The complexities of group governance

​​The Insurance Act provides a useful framework for governance of increasingly complex and multi-product financial services groups

The effective and efficient governance of financial groups is imperative to their success, the fair treatment of financial customers and the stability of the financial services sector.

In South Africa, large financial services groups are increasingly operating in different sectors. Although a traditional bank only provided banking services, as a result of increased competition in the market and the need for consolidated offerings, banks (and many other financial institutions) are expanding into other products, such as insurance, investments and financial advice.

This has created increased collaboration between members of the same group of companies, which has required the enactment of group governance laws. These laws are necessary, but they have created new governance complexities for financial groups.

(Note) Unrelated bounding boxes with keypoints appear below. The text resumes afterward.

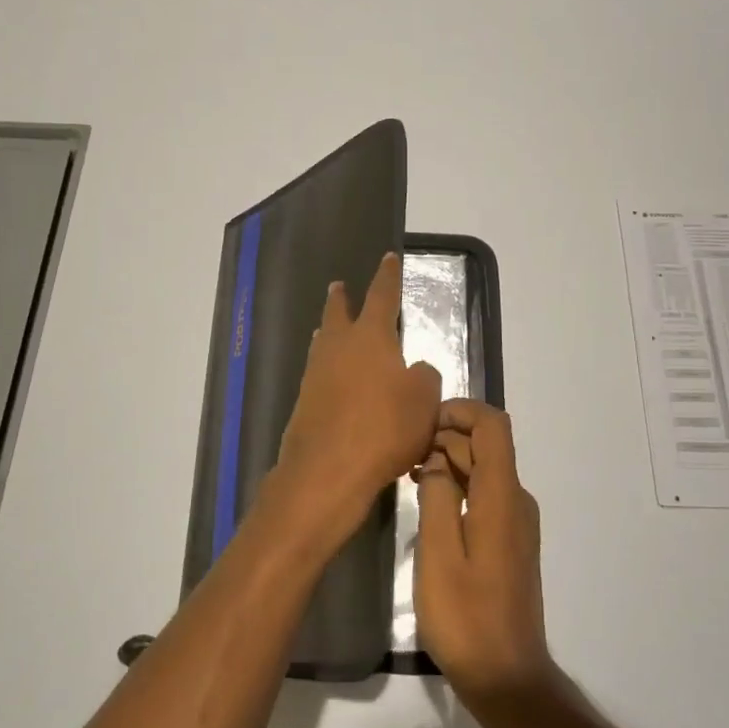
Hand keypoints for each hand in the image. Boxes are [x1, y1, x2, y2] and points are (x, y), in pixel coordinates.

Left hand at [262, 252, 442, 561]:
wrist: (328, 469)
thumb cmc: (385, 427)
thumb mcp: (424, 400)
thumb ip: (424, 376)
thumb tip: (414, 368)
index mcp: (370, 337)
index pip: (382, 296)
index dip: (387, 276)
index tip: (388, 258)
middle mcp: (338, 347)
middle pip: (338, 313)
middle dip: (342, 299)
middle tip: (339, 287)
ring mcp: (315, 374)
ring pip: (323, 343)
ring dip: (329, 332)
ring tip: (331, 328)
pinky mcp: (303, 403)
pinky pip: (318, 374)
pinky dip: (328, 369)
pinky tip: (332, 379)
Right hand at [414, 400, 556, 714]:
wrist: (507, 677)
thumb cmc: (467, 617)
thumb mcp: (439, 554)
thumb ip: (436, 497)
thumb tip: (433, 460)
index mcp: (502, 497)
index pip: (493, 426)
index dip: (460, 411)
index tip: (420, 421)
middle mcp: (515, 501)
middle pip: (485, 446)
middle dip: (445, 437)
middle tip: (400, 452)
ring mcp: (514, 523)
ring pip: (482, 471)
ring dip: (446, 462)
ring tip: (404, 473)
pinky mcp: (508, 542)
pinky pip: (483, 496)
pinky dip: (455, 487)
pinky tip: (425, 501)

In terms of corporate law, a director of a company has a fiduciary duty to that company. A director of a holding company does not have any fiduciary duty towards other members of the group of companies. However, section 76(2) of the Companies Act 71 of 2008 (Companies Act) states that a director of a company must not use his or her position as a director, or any information obtained while acting as a director, to gain a personal advantage or an advantage for another person, other than the company or its wholly-owned subsidiary. The director must not knowingly cause harm to the company or its subsidiary. A director therefore has limited duties towards subsidiary companies.

The position of financial institutions, such as insurers and their holding companies, is different from that of non-financial institutions. For example, although the Insurance Act 18 of 2017 (Insurance Act) does not override, but rather complements, the Companies Act, the Insurance Act facilitates group governance by designating the holding company of an insurance group as a "controlling company".

As a controlling company, the holding company must, at some level, involve itself in the broader group of companies. A controlling company must adopt, implement and document a group governance framework. This framework must ensure the prudent management and oversight of the insurance business and the group's business as a whole. A controlling company has no additional rights in relation to the business of the subsidiary company, nor can it compel the board of the subsidiary company to adopt and implement a governance framework. However, the successful implementation of a group governance framework is an important feature of group governance. It ensures there is alignment among the various members of the insurance group on issues relating to board composition, remuneration, managing conflicts of interests and other issues that may affect the insurance group as a whole.

While the board of a subsidiary is not obliged to adopt and implement the group governance framework, it is obliged to provide certain information to the controlling company on demand. This information must be provided to enable the controlling company to comply with its obligations under the Insurance Act.

The Insurance Act's treatment of group governance provides a useful example to understand group governance in South Africa. It does not seek to override well-established corporate governance practices. Rather, it seeks to ensure effective and efficient group governance through aligned governance arrangements and information sharing, without subtracting from a board's fiduciary duty.

Group supervision in South Africa is becoming more relevant as financial service and product offerings are extended and consolidated within the same group of companies. Financial services groups will need to ensure that their group governance frameworks are adequate to ensure compliance with relevant legislation to preserve financial stability while ensuring financial customers are treated fairly.